Какая-то женщина на первых рядах вела себя по меньшей мере странно. Сначала я думала, что она из их кругов, но тот же Иванов явно дистанцировался от неё. Она же махала руками, пританцовывала, переговаривалась с теми, кто был на сцене, подзадоривала их – всё это выглядело, как чудачество. Над нею подсмеивались. И ещё не понравилось – постоянные разговоры в зале, хождения – не концертный вечер, а какое-то кафе: туда-сюда. Настолько мне это всё было не по нутру.
До конца не добыла – стихов Макса почти не было.
Жалко; хотелось бы, чтобы Максу было отдано должное, а то – гуляка, оригинал…
А он был такой поэт!
Юлий Буркин хороший эпизод рассказал, связанный с Максом. Сначала спел песню на его стихи
«ЛЕГКО
О.Ц.
Я написал тебе любезное
летели ласточки железные
а этот человек обрезанный
нам под уздцы привёл дитя
за дали летние прелестные
стрижи свистели поднебесные
и я волшебно-безболезненно
тебя обласкивал шутя
мы будем долгими как гласные
нежней чем мякоть ананасная
и никакие педерасты нам
не преградят пути пыхтя».
А потом рассказал, как в городе Питере, очутившись там почти случайно, ещё более случайно оказался днем, в нерабочее время, в ночном клубе «Манхеттен»; сидел там, ожидая своих земляков, едущих из Томска на вечернее выступление. Вдруг заходит мужичок (молодой), (тоже – чего забрел днем в ночной клуб?) и кидается на шею Юлию: «Сколько зим, сколько лет?» Тот – не может вспомнить. Наконец разъясняется – бывший томич, ныне живет в Германии, а в Питере – по обстоятельствам; шел мимо, почему-то решил заглянуть – что за клуб.
Вспомнили общих знакомых, заодно и Макса. Юлий возьми и спой песню вот эту самую, благо – гитара «была в кустах». И тот, что стал немцем, спрашивает: «А тебе понятно, о чем эти стихи?» - «Всё понятно, кроме строки:
«а этот человек обрезанный
нам под уздцы привёл дитя».
- «А, - говорит «немец», - это про меня и Максова ребенка. Они там с женой целовались, а их пацан всё время убегал, я его возвращал, держа за помочи от шортиков. А я, чтобы тебе уж совсем всё понятно, вообще-то арабских кровей и, чего скрывать, обрезанию в младенчестве подвергся, и Макс это знал».
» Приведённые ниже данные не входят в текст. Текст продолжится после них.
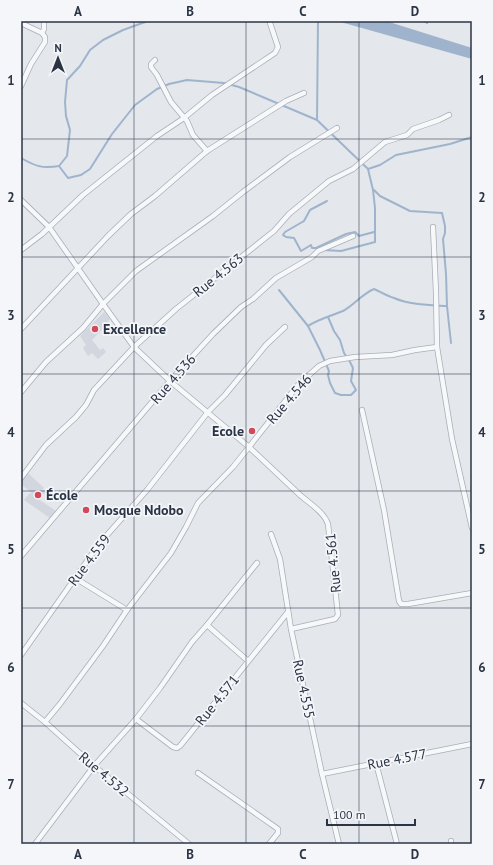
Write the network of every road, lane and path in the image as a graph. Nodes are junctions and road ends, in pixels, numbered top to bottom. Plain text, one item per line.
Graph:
1 (44, 21) edge
2 (21, 23) edge
3 (270, 23) dead end
4 (42, 32) junction
5 (155, 60) dead end
6 (21, 86) edge
7 (304, 93) dead end
8 (449, 115) dead end
9 (184, 118) junction
10 (337, 128) dead end
11 (207, 151) junction
12 (21, 200) edge
13 (49, 226) junction
14 (433, 227) dead end
15 (353, 236) dead end
16 (21, 250) edge
17 (78, 268) junction
18 (103, 304) junction
19 (285, 327) dead end
20 (21, 329) edge
21 (134, 347) junction
22 (437, 347) junction
23 (170, 381) junction
24 (21, 392) edge
25 (362, 410) dead end
26 (208, 412) junction
27 (249, 447) junction
28 (21, 478) edge
29 (472, 528) edge
30 (271, 534) dead end
31 (21, 556) edge
32 (257, 563) dead end
33 (75, 578) junction
34 (472, 592) edge
35 (127, 610) junction
36 (288, 612) junction
37 (207, 625) junction
38 (291, 629) junction
39 (21, 655) edge
40 (248, 661) junction
41 (21, 703) edge
42 (136, 719) junction
43 (45, 722) junction
44 (472, 744) edge
45 (376, 763) junction
46 (94, 766) junction
47 (198, 772) dead end
48 (322, 774) junction
49 (36, 844) edge
50 (189, 844) edge
51 (269, 844) edge
52 (339, 844) edge
53 (397, 844) edge

1 - 4 street
2 - 4 street
3 - 9 street
4 - 6 street
5 - 9 street
7 - 11 street
8 - 21 street, Rue 4.563
9 - 11 street
9 - 13 street
10 - 18 street
11 - 17 street
12 - 13 street
13 - 16 street
13 - 17 street
14 - 22 street
15 - 23 street, Rue 4.536
17 - 18 street
17 - 20 street
18 - 21 street
18 - 24 street
19 - 26 street, Rue 4.559
21 - 23 street
21 - 28 street, Rue 4.563
22 - 27 street, Rue 4.546
22 - 29 street
23 - 26 street
23 - 31 street, Rue 4.536
25 - 34 street
26 - 27 street
26 - 33 street, Rue 4.559
27 - 35 street, Rue 4.546
27 - 38 street, Rue 4.561
30 - 36 street, Rue 4.555
32 - 37 street
33 - 35 street
33 - 39 street, Rue 4.559
35 - 43 street, Rue 4.546
36 - 38 street, Rue 4.555
36 - 40 street, Rue 4.571
37 - 40 street
37 - 42 street
38 - 48 street, Rue 4.555
40 - 42 street, Rue 4.571
41 - 43 street, Rue 4.532
42 - 46 street
43 - 46 street, Rue 4.532
44 - 45 street, Rue 4.577
45 - 48 street, Rue 4.577
45 - 53 street
46 - 49 street
46 - 50 street, Rue 4.532
47 - 51 street
48 - 52 street, Rue 4.555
«Вот так, - закончил Буркин, - надо было нам сойтись – мне из Томска, ему из Германии – в Питере в дневное время в ночном клубе, чтобы стала понятна единственная непонятная строка в этих стихах».
Вот такое схождение в одной точке совершенно нереальных совпадений смахивает на разработанный кем-то сюжет…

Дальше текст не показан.